Die Verkaufszahlen sind bis heute schlecht. VW setzt deshalb in Sachsen inzwischen auf „Demontage“ als Zukunftsfeld. Dieser Fokus auf Demontage hat nun wirklich eine hohe Symbolkraft. Die CDU ist dabei, nicht nur ein paar alte Autos zu demontieren. Sie demontiert gerade eine ganze Volkswirtschaft, die sich bis vor wenigen Jahren Exportweltmeister nennen durfte.
Müller dagegen wollte neben der Technologie-Offenheit bei den Fahrzeugen synthetische Kraftstoffe entwickeln, weil es da „Hunderte von Möglichkeiten“ gibt, die im industriellen Maßstab günstig seien. Diese Kraftstoffe werden vor allem im Umfeld der TU Freiberg erforscht.
Hätte die CDU die Unternehmen einfach machen lassen, ohne sie zu bevormunden, hätten wir in Sachsen auch heute noch eine starke Industrie.
Die CDU hat jedoch einen doppelten Fehler gemacht: Zunächst glaubte sie, zum Zwecke des Machterhalts dem linksgrünen Zeitgeist hinterherlaufen zu müssen. In diese Zeit fallen die Beschlüsse zum Kernkraftausstieg und zur CO2-Abgabe. All das geschah ohne Not, weil die CDU damals parlamentarisch noch nicht auf die Grünen angewiesen war.
Das hat sich nun geändert: Die Anbiederung an den von linken Medien vorgegebenen Zeitgeist hat inzwischen zur Selbstverzwergung der Altparteien geführt. Die CDU ist nun auf die Zustimmung der Grünen angewiesen, solange sie an ihrer Brandmauer festhält.
Eine CDU, die jeden Tag damit beschäftigt ist, Kompromisse mit den Grünen und sogar der Linkspartei auszuhandeln, kann jedoch keine Wirtschaftswende starten.
Die Wirtschaftswende wird das große Projekt der ersten AfD-Regierungen.

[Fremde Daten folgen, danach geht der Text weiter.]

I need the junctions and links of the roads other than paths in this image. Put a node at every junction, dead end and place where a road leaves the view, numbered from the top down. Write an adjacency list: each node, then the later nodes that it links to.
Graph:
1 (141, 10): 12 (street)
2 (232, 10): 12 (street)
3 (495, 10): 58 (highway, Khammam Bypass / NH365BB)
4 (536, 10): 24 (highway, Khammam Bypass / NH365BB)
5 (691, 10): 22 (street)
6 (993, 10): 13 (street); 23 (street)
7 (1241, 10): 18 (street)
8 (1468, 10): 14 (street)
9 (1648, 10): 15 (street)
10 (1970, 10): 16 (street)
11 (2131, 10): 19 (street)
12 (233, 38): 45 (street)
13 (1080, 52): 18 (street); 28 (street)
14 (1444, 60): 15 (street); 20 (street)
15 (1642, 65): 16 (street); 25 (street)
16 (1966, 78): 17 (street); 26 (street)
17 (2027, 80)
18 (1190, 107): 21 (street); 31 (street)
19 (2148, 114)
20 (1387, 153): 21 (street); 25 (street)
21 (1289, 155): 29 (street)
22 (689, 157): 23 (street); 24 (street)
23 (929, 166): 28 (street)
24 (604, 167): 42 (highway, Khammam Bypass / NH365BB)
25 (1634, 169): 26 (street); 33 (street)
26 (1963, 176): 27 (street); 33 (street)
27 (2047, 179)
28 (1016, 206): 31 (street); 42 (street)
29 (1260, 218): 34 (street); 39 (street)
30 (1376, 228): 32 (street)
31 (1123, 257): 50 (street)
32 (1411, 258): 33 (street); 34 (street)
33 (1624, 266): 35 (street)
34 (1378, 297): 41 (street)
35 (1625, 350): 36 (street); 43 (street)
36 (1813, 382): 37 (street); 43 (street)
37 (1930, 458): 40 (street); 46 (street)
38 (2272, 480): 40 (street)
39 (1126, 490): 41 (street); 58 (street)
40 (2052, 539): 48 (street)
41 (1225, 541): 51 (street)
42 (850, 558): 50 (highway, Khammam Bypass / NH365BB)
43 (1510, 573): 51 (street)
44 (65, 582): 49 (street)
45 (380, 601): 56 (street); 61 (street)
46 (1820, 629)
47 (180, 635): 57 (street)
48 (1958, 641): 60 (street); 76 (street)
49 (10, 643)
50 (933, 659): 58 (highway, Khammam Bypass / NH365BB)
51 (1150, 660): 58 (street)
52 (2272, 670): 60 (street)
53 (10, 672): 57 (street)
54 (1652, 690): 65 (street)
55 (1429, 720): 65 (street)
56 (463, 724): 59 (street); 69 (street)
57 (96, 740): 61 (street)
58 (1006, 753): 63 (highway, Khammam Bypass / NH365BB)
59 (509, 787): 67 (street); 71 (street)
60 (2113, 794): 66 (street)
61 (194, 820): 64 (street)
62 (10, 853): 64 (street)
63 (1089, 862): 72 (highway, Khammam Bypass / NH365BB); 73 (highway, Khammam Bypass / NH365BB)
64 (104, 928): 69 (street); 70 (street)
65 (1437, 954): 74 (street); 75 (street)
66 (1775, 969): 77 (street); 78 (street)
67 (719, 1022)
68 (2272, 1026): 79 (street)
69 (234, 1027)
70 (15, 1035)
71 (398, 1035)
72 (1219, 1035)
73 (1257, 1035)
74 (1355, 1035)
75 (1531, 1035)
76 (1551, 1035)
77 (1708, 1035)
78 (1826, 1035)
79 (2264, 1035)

Wir werden für die Unternehmen Steuern senken, Bürokratie und Verwaltungsapparate beseitigen, den Außenhandel in alle Welt wieder ermöglichen und – vor allem – werden wir sämtliche Fesseln der Klimaplanwirtschaft zerschneiden, damit die Industrie in Deutschland eine Zukunft hat.